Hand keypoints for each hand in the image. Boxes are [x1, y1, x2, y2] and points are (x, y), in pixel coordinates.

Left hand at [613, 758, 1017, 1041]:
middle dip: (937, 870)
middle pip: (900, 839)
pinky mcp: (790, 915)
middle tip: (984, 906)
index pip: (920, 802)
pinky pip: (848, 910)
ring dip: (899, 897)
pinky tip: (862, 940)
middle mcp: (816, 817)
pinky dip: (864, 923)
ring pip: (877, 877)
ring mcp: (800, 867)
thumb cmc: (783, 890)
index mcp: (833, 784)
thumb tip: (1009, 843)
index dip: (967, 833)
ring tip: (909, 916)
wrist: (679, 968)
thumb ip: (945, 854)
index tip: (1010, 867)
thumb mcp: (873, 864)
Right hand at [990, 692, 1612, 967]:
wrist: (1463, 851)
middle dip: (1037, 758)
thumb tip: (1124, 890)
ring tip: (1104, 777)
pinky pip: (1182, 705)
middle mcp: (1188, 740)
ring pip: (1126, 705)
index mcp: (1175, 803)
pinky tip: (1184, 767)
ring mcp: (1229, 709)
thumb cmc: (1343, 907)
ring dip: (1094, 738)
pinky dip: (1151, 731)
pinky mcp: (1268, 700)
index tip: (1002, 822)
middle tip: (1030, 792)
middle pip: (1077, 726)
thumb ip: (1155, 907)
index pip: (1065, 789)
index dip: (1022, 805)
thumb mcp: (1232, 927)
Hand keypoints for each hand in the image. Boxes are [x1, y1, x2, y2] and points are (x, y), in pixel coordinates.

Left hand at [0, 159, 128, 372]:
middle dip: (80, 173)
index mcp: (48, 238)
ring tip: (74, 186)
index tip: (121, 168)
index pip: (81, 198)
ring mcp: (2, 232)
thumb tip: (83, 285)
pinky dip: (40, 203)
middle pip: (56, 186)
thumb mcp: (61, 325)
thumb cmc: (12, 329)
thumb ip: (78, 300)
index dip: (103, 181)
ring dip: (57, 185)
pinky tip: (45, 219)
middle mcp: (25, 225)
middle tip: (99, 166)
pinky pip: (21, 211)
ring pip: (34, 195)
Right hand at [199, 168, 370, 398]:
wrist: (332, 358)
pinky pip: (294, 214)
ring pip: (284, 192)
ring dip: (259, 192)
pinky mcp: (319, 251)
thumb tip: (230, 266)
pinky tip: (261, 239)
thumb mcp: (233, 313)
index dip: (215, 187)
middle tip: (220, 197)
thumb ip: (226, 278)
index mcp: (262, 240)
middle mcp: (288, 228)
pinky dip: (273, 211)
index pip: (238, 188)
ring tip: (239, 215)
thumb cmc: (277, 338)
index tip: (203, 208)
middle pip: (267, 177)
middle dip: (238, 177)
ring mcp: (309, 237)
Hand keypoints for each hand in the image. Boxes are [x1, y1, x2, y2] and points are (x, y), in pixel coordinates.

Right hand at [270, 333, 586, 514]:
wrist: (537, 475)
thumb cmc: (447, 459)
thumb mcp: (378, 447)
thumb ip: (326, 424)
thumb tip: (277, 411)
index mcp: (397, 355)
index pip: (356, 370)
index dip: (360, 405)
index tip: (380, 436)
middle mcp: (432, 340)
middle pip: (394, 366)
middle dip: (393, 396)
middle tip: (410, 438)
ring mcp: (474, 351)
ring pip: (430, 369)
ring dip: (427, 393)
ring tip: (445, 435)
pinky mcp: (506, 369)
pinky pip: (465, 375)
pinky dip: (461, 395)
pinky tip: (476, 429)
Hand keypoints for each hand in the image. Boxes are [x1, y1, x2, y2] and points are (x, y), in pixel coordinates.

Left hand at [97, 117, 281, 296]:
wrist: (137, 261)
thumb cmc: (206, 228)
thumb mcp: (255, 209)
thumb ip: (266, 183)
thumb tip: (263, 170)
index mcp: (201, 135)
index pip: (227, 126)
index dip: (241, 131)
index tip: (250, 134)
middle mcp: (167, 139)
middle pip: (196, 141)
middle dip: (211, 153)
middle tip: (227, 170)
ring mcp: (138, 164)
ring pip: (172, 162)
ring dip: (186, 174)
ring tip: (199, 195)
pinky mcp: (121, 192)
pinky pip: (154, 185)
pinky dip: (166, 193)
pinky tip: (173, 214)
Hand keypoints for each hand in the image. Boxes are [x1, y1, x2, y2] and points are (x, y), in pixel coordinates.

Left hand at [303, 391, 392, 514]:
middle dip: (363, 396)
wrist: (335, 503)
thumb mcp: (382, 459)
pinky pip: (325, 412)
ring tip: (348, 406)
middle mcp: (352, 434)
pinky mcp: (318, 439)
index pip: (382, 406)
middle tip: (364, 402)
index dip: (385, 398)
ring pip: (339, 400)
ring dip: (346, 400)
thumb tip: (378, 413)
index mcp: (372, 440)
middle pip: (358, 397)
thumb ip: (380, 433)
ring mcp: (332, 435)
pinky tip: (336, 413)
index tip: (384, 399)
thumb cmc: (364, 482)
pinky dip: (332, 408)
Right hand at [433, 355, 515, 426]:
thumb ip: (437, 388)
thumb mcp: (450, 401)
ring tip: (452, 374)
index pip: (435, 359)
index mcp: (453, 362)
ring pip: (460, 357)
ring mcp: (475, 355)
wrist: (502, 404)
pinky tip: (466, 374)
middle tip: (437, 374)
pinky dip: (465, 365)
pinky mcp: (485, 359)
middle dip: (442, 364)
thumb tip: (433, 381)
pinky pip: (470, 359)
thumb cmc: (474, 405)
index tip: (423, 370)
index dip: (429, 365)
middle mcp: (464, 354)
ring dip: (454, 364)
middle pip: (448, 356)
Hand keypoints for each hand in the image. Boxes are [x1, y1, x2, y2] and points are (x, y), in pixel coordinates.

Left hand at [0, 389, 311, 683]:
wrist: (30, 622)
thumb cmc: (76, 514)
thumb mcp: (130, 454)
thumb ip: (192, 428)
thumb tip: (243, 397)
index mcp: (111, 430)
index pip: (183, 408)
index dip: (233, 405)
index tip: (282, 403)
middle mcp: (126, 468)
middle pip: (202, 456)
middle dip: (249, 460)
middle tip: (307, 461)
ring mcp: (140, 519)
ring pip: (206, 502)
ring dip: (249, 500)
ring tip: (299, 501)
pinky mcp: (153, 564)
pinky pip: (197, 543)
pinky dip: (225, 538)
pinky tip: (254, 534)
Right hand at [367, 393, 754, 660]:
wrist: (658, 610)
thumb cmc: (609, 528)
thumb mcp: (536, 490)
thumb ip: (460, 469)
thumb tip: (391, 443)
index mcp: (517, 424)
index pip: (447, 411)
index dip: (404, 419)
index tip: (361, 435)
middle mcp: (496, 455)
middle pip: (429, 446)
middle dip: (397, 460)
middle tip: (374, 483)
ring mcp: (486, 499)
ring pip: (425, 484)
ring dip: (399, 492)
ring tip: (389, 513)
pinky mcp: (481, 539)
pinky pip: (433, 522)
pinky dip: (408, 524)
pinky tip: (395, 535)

> _What is needed_
Your answer must be the full listing, restated word for word.

> _Your solution_
Hand keypoints for each hand in the image. Boxes are [x1, y1, x2, y2] and points are (x, y), in pixel coordinates.

Left hand at [613, 758, 1017, 1041]:
middle dip: (937, 870)
middle pip: (900, 839)
pinky mcp: (790, 915)
middle tip: (984, 906)
index pip: (920, 802)
pinky pip: (848, 910)
ring dip: (899, 897)
pinky tip: (862, 940)
middle mcp: (816, 817)
pinky dip: (864, 923)
ring pip: (877, 877)
ring mcp: (800, 867)
thumb cmc: (783, 890)
index mcp: (833, 784)
thumb tip: (1009, 843)
index dip: (967, 833)
ring tip: (909, 916)
wrist: (679, 968)
thumb ip: (945, 854)
index tip: (1010, 867)
thumb mcp: (873, 864)
Right hand at [990, 692, 1612, 967]:
wrist: (1463, 851)
middle dip: (1037, 758)
thumb tip: (1124, 890)
ring tip: (1104, 777)
pinky pip: (1182, 705)
middle mcp: (1188, 740)
ring pip: (1126, 705)
index mcp: (1175, 803)
pinky tip: (1184, 767)
ring mcp: (1229, 709)
thumb cmc: (1343, 907)
ring dip: (1094, 738)
pinky dip: (1151, 731)
pinky mcp: (1268, 700)
index tip: (1002, 822)
middle tip: (1030, 792)
middle pip: (1077, 726)
thumb ip: (1155, 907)
index pip: (1065, 789)
index dip: (1022, 805)
thumb mcp: (1232, 927)
Hand keypoints for each hand in the image. Boxes are [x1, y1, x2, y2] and points are (x, y), in pixel coordinates.

Left hand at [0, 159, 128, 372]:
middle dip: (80, 173)
index mcp: (48, 238)
ring tip: (74, 186)
index tip: (121, 168)
index pip: (81, 198)
ring mcp: (2, 232)
thumb tip: (83, 285)
pinky dip: (40, 203)
middle pip: (56, 186)
thumb mcp: (61, 325)
thumb cmc: (12, 329)
thumb ip: (78, 300)
index dip: (103, 181)
ring dip: (57, 185)
pinky tip: (45, 219)
middle mcp: (25, 225)
middle tip: (99, 166)
pinky pip: (21, 211)
ring pip: (34, 195)
Right hand at [199, 168, 370, 398]:
wrist: (332, 358)
pinky pip: (294, 214)
ring pip: (284, 192)
ring dip: (259, 192)
pinky mcp: (319, 251)
thumb tip: (230, 266)
pinky tip: (261, 239)
thumb mcp: (233, 313)
index dip: (215, 187)
middle tip: (220, 197)
thumb ip: (226, 278)
index mcp: (262, 240)
middle mcp: (288, 228)
pinky dip: (273, 211)
index pip: (238, 188)
ring tip: (239, 215)
thumb cmc: (277, 338)
index tip: (203, 208)
middle pip: (267, 177)
middle dip: (238, 177)
ring mcp: (309, 237)
Hand keypoints for each hand in the image. Boxes are [x1, y1, x2, y2] and points are (x, y), in pixel coordinates.

Right hand at [270, 333, 586, 514]:
wrist: (537, 475)
thumb cmc: (447, 459)
thumb mcp: (378, 447)
thumb ip: (326, 424)
thumb tip: (277, 411)
index mcp: (397, 355)
index pip: (356, 370)
index dip: (360, 405)
index tip: (380, 436)
middle mcp: (432, 340)
middle pip: (394, 366)
middle dip: (393, 396)
middle tip: (410, 438)
ring mcp: (474, 351)
ring pip: (430, 369)
ring dip: (427, 393)
ring tip: (445, 435)
pinky mcp: (506, 369)
pinky pip: (465, 375)
pinky dip: (461, 395)
pinky tip: (476, 429)
Hand keypoints for each hand in the image. Boxes are [x1, y1, x2, y2] and points are (x, y), in pixel coordinates.

Left hand at [97, 117, 281, 296]:
wrist: (137, 261)
thumb cmc: (206, 228)
thumb mcp: (255, 209)
thumb ip: (266, 183)
thumb tip: (263, 170)
index mcp: (201, 135)
index pip: (227, 126)
index dip: (241, 131)
index tip: (250, 134)
middle mcp: (167, 139)
middle pip: (196, 141)
middle dip: (211, 153)
middle tip: (227, 170)
ring mcp: (138, 164)
ring pip: (172, 162)
ring dip: (186, 174)
ring tip: (199, 195)
pinky mcp: (121, 192)
pinky pip: (154, 185)
pinky dip: (166, 193)
pinky tip: (173, 214)
Hand keypoints for each hand in the image. Boxes are [x1, y1, x2, y2] and points are (x, y), in pixel coordinates.

Left hand at [303, 391, 392, 514]:
middle dip: (363, 396)
wrist: (335, 503)
thumb mcp: (382, 459)
pinky pip: (325, 412)
ring tip: (348, 406)
middle mcp: (352, 434)
pinky mcp: (318, 439)
index pip: (382, 406)
middle tip: (364, 402)
index dip: (385, 398)
ring pip: (339, 400)
ring dip: (346, 400)
thumb tip: (378, 413)
index mcp: (372, 440)
middle pip: (358, 397)
thumb ip: (380, 433)
ring mcp: (332, 435)
pinky tip: (336, 413)
index tip: (384, 399)
thumb cmc: (364, 482)
pinky dip: (332, 408)
Right hand at [433, 355, 515, 426]:
thumb ip: (437, 388)
thumb mcp: (450, 401)
ring tip: (452, 374)
index pip: (435, 359)
index mcp: (453, 362)
ring pip: (460, 357)
ring mcp: (475, 355)
wrist: (502, 404)
pinky tip: (466, 374)
middle tip: (437, 374)
pinky dip: (465, 365)
pinky mcp: (485, 359)
middle dip: (442, 364)
thumb tip: (433, 381)
pinky pip: (470, 359)
thumb cmc: (474, 405)
index tip: (423, 370)
index dip: (429, 365)
middle mcp: (464, 354)
ring dip: (454, 364)
middle pip: (448, 356)
Hand keypoints for each hand in the image. Boxes are [x1, y1, x2, y2] and points are (x, y), in pixel coordinates.

Left hand at [0, 389, 311, 683]:
wrist: (30, 622)
thumb cmc: (76, 514)
thumb mcp: (130, 454)
thumb ip: (192, 428)
thumb tip: (243, 397)
index mcp: (111, 430)
index pip: (183, 408)
index dip: (233, 405)
index tip: (282, 403)
middle mcp: (126, 468)
middle pip: (202, 456)
middle dip: (249, 460)
middle tip: (307, 461)
ring mcp: (140, 519)
ring pip: (206, 502)
ring dip: (249, 500)
ring tip: (299, 501)
pinky mcp: (153, 564)
pinky pip: (197, 543)
pinky dip: (225, 538)
pinky tip: (254, 534)
Right hand at [367, 393, 754, 660]:
wrist: (658, 610)
thumb cmc: (609, 528)
thumb mcp: (536, 490)
thumb ip: (460, 469)
thumb tip: (391, 443)
index mcp: (517, 424)
index pip: (447, 411)
index dip: (404, 419)
index tip: (361, 435)
middle mcp: (496, 455)
middle pip: (429, 446)
middle dip: (397, 460)
middle tip: (374, 483)
ring mcp: (486, 499)
ring pip: (425, 484)
ring dip: (399, 492)
ring tip: (389, 513)
pinky mcp: (481, 539)
pinky pip: (433, 522)
pinky dip: (408, 524)
pinky tip: (395, 535)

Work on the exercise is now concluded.